* WHAT THE EXERCISE ASKS: Here are some entries. Repeat all of them exactly.
= Beginning of Section =
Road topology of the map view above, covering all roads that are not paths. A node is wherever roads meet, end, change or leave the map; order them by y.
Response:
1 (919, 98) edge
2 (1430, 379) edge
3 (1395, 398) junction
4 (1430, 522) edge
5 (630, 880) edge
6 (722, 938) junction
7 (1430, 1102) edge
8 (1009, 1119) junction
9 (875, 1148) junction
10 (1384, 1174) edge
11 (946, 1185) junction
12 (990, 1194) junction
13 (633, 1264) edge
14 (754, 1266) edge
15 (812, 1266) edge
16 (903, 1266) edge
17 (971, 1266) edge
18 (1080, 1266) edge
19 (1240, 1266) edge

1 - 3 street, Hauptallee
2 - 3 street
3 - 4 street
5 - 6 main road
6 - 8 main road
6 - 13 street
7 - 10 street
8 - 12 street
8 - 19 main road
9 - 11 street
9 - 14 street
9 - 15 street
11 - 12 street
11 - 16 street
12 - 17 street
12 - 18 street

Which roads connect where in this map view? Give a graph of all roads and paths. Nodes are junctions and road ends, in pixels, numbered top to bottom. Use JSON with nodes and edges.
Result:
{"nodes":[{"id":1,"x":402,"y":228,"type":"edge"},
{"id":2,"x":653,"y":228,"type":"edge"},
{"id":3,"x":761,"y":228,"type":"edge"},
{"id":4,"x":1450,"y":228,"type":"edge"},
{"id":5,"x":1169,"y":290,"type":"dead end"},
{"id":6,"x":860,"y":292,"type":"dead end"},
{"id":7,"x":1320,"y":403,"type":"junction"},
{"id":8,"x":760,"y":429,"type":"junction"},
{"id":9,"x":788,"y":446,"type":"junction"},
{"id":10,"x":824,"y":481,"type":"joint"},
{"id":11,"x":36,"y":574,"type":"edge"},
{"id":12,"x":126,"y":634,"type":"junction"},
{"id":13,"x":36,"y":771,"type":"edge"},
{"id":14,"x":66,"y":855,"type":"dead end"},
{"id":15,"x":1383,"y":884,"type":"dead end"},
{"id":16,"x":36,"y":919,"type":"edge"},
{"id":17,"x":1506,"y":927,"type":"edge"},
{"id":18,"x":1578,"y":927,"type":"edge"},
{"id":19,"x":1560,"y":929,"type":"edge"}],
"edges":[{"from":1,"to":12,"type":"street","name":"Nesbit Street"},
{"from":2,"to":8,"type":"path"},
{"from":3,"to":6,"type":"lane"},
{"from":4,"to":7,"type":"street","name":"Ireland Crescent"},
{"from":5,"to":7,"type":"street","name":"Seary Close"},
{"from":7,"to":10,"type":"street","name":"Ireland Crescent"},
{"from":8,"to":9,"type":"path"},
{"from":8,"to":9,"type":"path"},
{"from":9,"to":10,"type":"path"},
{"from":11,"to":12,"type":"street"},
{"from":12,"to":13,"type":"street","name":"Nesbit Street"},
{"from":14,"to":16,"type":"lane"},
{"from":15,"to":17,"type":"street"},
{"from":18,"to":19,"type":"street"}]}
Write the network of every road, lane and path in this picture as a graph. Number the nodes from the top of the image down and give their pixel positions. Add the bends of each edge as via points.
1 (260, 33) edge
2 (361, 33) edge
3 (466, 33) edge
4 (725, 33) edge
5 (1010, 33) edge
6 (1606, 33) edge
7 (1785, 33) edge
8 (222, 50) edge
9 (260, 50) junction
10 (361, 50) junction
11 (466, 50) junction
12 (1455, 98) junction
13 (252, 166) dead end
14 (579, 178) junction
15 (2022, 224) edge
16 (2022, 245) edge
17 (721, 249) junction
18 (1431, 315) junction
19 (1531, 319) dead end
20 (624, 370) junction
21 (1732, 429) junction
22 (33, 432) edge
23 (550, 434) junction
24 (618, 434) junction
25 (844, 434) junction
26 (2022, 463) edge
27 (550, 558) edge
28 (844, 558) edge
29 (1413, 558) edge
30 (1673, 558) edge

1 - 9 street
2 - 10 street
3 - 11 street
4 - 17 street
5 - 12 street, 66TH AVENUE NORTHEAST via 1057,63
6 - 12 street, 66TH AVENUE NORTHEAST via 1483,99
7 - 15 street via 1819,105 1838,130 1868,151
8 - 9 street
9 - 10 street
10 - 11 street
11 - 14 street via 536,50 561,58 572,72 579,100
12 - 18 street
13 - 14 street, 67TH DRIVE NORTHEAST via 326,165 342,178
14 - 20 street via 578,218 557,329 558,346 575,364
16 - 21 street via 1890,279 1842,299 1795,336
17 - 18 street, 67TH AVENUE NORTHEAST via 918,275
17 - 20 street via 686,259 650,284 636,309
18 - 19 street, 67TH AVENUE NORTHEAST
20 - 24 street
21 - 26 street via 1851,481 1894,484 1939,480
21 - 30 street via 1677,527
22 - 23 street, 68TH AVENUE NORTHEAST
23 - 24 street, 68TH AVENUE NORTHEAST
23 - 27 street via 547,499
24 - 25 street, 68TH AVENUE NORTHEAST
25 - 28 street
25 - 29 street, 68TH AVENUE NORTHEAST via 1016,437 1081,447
= End of Section =
* OUTPUT BELOW:
Road topology of the map view above, covering all roads that are not paths. A node is wherever roads meet, end, change or leave the map; order them by y.
Response:
1 (919, 98) edge
2 (1430, 379) edge
3 (1395, 398) junction
4 (1430, 522) edge
5 (630, 880) edge
6 (722, 938) junction
7 (1430, 1102) edge
8 (1009, 1119) junction
9 (875, 1148) junction
10 (1384, 1174) edge
11 (946, 1185) junction
12 (990, 1194) junction
13 (633, 1264) edge
14 (754, 1266) edge
15 (812, 1266) edge
16 (903, 1266) edge
17 (971, 1266) edge
18 (1080, 1266) edge
19 (1240, 1266) edge

1 - 3 street, Hauptallee
2 - 3 street
3 - 4 street
5 - 6 main road
6 - 8 main road
6 - 13 street
7 - 10 street
8 - 12 street
8 - 19 main road
9 - 11 street
9 - 14 street
9 - 15 street
11 - 12 street
11 - 16 street
12 - 17 street
12 - 18 street

Which roads connect where in this map view? Give a graph of all roads and paths. Nodes are junctions and road ends, in pixels, numbered top to bottom. Use JSON with nodes and edges.
Result:
{"nodes":[{"id":1,"x":402,"y":228,"type":"edge"},
{"id":2,"x":653,"y":228,"type":"edge"},
{"id":3,"x":761,"y":228,"type":"edge"},
{"id":4,"x":1450,"y":228,"type":"edge"},
{"id":5,"x":1169,"y":290,"type":"dead end"},
{"id":6,"x":860,"y":292,"type":"dead end"},
{"id":7,"x":1320,"y":403,"type":"junction"},
{"id":8,"x":760,"y":429,"type":"junction"},
{"id":9,"x":788,"y":446,"type":"junction"},
{"id":10,"x":824,"y":481,"type":"joint"},
{"id":11,"x":36,"y":574,"type":"edge"},
{"id":12,"x":126,"y":634,"type":"junction"},
{"id":13,"x":36,"y":771,"type":"edge"},
{"id":14,"x":66,"y":855,"type":"dead end"},
{"id":15,"x":1383,"y":884,"type":"dead end"},
{"id":16,"x":36,"y":919,"type":"edge"},
{"id":17,"x":1506,"y":927,"type":"edge"},
{"id":18,"x":1578,"y":927,"type":"edge"},
{"id":19,"x":1560,"y":929,"type":"edge"}],
"edges":[{"from":1,"to":12,"type":"street","name":"Nesbit Street"},
{"from":2,"to":8,"type":"path"},
{"from":3,"to":6,"type":"lane"},
{"from":4,"to":7,"type":"street","name":"Ireland Crescent"},
{"from":5,"to":7,"type":"street","name":"Seary Close"},
{"from":7,"to":10,"type":"street","name":"Ireland Crescent"},
{"from":8,"to":9,"type":"path"},
{"from":8,"to":9,"type":"path"},
{"from":9,"to":10,"type":"path"},
{"from":11,"to":12,"type":"street"},
{"from":12,"to":13,"type":"street","name":"Nesbit Street"},
{"from":14,"to":16,"type":"lane"},
{"from":15,"to":17,"type":"street"},
{"from":18,"to":19,"type":"street"}]}
Write the network of every road, lane and path in this picture as a graph. Number the nodes from the top of the image down and give their pixel positions. Add the bends of each edge as via points.
1 (260, 33) edge
2 (361, 33) edge
3 (466, 33) edge
4 (725, 33) edge
5 (1010, 33) edge
6 (1606, 33) edge
7 (1785, 33) edge
8 (222, 50) edge
9 (260, 50) junction
10 (361, 50) junction
11 (466, 50) junction
12 (1455, 98) junction
13 (252, 166) dead end
14 (579, 178) junction
15 (2022, 224) edge
16 (2022, 245) edge
17 (721, 249) junction
18 (1431, 315) junction
19 (1531, 319) dead end
20 (624, 370) junction
21 (1732, 429) junction
22 (33, 432) edge
23 (550, 434) junction
24 (618, 434) junction
25 (844, 434) junction
26 (2022, 463) edge
27 (550, 558) edge
28 (844, 558) edge
29 (1413, 558) edge
30 (1673, 558) edge

1 - 9 street
2 - 10 street
3 - 11 street
4 - 17 street
5 - 12 street, 66TH AVENUE NORTHEAST via 1057,63
6 - 12 street, 66TH AVENUE NORTHEAST via 1483,99
7 - 15 street via 1819,105 1838,130 1868,151
8 - 9 street
9 - 10 street
10 - 11 street
11 - 14 street via 536,50 561,58 572,72 579,100
12 - 18 street
13 - 14 street, 67TH DRIVE NORTHEAST via 326,165 342,178
14 - 20 street via 578,218 557,329 558,346 575,364
16 - 21 street via 1890,279 1842,299 1795,336
17 - 18 street, 67TH AVENUE NORTHEAST via 918,275
17 - 20 street via 686,259 650,284 636,309
18 - 19 street, 67TH AVENUE NORTHEAST
20 - 24 street
21 - 26 street via 1851,481 1894,484 1939,480
21 - 30 street via 1677,527
22 - 23 street, 68TH AVENUE NORTHEAST
23 - 24 street, 68TH AVENUE NORTHEAST
23 - 27 street via 547,499
24 - 25 street, 68TH AVENUE NORTHEAST
25 - 28 street
25 - 29 street, 68TH AVENUE NORTHEAST via 1016,437 1081,447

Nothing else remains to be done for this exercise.